The coming subject-level Teaching Excellence Framework will measure ‘excellence' - an aggregate category if ever there was one - in numerous ways; from contact time to spend per student, from employment outcomes after graduation to ‘value added’ in performance metrics like grades from taking a given degree. At last year’s annual HEA conference, Doug Ingram and Peter Watts presented some evidence of the gap between how students perceived ‘excellence’ and how practicing academics saw it. Some divergence in views makes perfect sense: a Sixth-form student naturally expects teachers to be easily contactable outside of in-class hours in part because their current teachers are, and academics might reasonably resist tying the word ‘enjoyable’ to a value like ‘excellent’ because of the sheer ambiguity of the two terms.

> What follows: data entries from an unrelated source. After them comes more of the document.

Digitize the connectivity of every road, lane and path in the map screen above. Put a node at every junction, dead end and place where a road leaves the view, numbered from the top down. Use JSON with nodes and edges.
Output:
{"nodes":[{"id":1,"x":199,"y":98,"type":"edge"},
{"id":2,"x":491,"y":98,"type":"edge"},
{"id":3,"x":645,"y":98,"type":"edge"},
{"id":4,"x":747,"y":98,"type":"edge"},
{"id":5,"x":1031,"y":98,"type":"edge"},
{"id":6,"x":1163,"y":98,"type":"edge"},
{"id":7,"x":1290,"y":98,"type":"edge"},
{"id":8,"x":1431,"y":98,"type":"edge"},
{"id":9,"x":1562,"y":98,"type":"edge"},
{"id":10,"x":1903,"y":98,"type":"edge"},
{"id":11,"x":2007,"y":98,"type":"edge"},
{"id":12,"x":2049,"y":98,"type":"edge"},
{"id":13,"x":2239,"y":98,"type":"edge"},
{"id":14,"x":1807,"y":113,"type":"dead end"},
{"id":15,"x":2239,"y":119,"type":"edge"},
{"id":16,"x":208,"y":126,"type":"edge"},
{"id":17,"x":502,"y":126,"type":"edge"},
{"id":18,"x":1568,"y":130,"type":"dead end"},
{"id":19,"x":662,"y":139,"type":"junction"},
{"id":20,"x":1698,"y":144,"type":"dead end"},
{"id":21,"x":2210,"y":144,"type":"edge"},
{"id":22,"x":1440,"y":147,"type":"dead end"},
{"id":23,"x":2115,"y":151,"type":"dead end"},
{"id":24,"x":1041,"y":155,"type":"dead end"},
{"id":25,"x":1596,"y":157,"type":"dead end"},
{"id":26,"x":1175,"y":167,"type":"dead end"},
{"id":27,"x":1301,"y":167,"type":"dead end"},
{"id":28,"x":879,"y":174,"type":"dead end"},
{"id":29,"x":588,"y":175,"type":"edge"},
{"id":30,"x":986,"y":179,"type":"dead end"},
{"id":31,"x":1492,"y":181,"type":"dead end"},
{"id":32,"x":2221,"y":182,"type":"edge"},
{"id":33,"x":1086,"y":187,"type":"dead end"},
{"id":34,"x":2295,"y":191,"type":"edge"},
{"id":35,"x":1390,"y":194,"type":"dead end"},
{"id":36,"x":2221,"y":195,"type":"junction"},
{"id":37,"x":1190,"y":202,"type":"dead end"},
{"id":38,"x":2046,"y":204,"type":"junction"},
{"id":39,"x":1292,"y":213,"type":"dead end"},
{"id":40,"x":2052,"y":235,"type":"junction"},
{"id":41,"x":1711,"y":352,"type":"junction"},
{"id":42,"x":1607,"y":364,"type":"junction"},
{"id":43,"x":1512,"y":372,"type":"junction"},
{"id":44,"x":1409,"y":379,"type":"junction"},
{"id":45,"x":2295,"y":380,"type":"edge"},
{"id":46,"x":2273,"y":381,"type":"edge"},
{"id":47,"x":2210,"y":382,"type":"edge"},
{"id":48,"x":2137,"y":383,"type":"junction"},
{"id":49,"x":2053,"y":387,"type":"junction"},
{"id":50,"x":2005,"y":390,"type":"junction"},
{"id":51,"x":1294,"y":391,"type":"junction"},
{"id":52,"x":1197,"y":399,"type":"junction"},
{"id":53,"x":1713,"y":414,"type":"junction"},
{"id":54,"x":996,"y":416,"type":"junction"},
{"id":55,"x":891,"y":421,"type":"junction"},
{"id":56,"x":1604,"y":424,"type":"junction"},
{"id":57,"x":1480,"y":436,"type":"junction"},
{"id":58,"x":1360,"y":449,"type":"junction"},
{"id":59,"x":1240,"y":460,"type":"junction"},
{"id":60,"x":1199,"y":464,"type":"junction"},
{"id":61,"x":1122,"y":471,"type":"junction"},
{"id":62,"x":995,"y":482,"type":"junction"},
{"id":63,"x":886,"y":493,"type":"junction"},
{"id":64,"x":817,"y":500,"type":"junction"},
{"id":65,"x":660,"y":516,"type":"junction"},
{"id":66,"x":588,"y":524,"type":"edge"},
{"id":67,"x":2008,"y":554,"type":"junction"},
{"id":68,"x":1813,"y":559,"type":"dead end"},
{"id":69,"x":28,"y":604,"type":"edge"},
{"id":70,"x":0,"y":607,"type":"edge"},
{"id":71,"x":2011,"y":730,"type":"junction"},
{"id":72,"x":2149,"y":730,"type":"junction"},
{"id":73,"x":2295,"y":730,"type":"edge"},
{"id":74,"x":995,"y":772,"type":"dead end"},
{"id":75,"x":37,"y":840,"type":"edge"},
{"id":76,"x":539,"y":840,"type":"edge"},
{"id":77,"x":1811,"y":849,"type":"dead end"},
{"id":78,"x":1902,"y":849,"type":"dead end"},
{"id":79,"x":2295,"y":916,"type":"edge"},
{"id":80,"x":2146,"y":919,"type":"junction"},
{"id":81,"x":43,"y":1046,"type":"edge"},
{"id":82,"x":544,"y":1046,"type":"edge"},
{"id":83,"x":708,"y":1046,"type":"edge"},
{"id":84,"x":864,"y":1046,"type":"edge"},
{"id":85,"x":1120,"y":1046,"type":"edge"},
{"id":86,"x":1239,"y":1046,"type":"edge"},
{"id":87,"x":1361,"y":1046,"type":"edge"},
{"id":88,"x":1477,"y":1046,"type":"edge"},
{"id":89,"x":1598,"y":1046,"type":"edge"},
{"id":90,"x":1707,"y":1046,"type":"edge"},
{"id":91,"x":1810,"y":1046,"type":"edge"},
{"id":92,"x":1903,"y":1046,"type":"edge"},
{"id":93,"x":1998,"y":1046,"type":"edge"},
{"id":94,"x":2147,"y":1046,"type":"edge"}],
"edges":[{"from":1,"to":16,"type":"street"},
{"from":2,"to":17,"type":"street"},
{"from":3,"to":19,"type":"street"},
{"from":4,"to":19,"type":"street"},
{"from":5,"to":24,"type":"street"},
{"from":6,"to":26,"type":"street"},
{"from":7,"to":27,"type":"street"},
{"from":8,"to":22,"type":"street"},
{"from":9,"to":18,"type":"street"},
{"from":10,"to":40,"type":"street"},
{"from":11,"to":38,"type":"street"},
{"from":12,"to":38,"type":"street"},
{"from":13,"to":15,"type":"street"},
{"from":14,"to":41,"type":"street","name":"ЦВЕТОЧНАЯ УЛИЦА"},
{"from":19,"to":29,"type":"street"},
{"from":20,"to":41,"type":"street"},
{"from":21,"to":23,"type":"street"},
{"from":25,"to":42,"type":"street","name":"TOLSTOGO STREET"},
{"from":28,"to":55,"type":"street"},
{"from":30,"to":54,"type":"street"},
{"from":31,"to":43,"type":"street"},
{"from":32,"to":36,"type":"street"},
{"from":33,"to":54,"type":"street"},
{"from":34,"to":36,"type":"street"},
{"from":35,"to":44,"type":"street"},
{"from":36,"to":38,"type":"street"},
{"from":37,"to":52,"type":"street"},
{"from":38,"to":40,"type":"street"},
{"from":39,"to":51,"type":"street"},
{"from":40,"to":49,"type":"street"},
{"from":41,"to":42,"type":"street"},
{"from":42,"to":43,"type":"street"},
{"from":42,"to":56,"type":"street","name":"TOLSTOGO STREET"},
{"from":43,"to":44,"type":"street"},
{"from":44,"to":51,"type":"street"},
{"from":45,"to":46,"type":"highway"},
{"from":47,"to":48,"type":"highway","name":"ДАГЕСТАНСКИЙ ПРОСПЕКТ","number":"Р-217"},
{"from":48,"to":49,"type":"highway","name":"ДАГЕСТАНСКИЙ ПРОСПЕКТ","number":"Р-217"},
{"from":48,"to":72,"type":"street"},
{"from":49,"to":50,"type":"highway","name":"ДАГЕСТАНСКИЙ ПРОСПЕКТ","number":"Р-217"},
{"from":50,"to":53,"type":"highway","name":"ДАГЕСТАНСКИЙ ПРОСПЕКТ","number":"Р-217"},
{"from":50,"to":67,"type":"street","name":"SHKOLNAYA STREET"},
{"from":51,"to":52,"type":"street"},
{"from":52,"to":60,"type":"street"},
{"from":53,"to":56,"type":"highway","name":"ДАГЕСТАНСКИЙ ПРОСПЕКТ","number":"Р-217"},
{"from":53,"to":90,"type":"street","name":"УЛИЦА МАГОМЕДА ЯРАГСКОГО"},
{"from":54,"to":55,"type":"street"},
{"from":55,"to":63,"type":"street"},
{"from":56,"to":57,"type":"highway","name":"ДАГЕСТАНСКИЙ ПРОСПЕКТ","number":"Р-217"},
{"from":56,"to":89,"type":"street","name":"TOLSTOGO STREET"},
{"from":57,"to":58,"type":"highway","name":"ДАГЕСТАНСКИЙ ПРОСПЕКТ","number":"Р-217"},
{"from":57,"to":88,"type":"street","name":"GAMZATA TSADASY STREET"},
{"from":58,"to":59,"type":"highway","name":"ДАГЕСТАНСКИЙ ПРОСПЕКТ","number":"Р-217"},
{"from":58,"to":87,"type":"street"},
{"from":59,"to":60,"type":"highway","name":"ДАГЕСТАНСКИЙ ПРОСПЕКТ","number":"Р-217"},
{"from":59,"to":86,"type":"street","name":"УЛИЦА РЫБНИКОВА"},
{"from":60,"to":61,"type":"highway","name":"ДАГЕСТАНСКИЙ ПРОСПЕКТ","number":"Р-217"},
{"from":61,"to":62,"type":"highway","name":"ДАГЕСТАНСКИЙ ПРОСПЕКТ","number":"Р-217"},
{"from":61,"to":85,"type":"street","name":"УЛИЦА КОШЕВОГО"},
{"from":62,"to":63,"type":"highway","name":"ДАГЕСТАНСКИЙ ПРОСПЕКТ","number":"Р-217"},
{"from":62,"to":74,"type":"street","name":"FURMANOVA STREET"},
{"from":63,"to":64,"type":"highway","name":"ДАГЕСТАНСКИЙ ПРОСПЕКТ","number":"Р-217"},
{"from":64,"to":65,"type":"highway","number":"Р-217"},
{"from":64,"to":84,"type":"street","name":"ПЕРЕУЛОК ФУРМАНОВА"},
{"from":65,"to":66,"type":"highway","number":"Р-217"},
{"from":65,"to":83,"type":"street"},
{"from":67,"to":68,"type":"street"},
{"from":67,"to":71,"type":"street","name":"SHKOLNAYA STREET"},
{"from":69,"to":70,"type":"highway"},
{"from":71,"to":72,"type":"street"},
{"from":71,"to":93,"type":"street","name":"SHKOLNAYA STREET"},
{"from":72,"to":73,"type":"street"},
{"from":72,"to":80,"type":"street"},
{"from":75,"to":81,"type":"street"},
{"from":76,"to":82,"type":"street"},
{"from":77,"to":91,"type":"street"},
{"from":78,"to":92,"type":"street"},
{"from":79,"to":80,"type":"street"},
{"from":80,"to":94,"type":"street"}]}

But what is interesting is that everyone seems to agree on ‘what works’: what is required to make teaching excellent. This agreed skillset just so happens to also be the most important thing we can ever teach to our students to enhance their excellence, their success in class and out of it. This skillset is clear and professional communication, and the corresponding critical and analytic faculties that are required to produce it. Clarity when communicating means much more than readable prose, a clear speaking voice, or a talent for explanation. Clarity also refers to transparency: being specific, showing one’s work, marshalling the evidence, examining the counter-argument, structuring the answer logically and consistently. Clarity of form and genre is also important: a chemistry lab report is structured in importantly distinct ways from a history essay, and students who understand the reasoning behind forms of communication will naturally produce better examples of it. Variations on these skills are universally accepted as central across all academic disciplines. Insofar as there is any singular ‘academic method’, clarity and evidence are clearly its keywords.
What follows quite naturally from this observation is a range of practices we can identify as excellent teaching designed to enhance student success, based one and all on clarity. Some are obvious: does teaching deliver its content, expectations, tools, and methods clearly to students? Does teaching offer clear and consistent content to students of differing aptitudes, with learning challenges, and with different levels of content access (i.e. distance learners or part-time students), a question important in the design of virtual learning spaces for instance. Is feedback clear in a granular - even pedantic - fashion when describing how a student can improve their work? Are my expectations as a teacher, or those of my department, clearly communicated to students even before they choose one of my courses?
I could go on but the point is simply made: clarity is fundamentally inclusive. When we set out our stalls as clearly as possible for students (I would include our writing in this mandate, as it happens) we simultaneously make it much easier for people from all circumstances and across all walks of life to engage with our teaching, and we make learning itself easier because students know what to expect. After all what is academic study if not the pursuit of clarity in complexity, and what is excellent teaching if not an inclusive, transparent attempt to pass on the methods and ideas with which we have made sense of things, so that another mind can consider it all anew?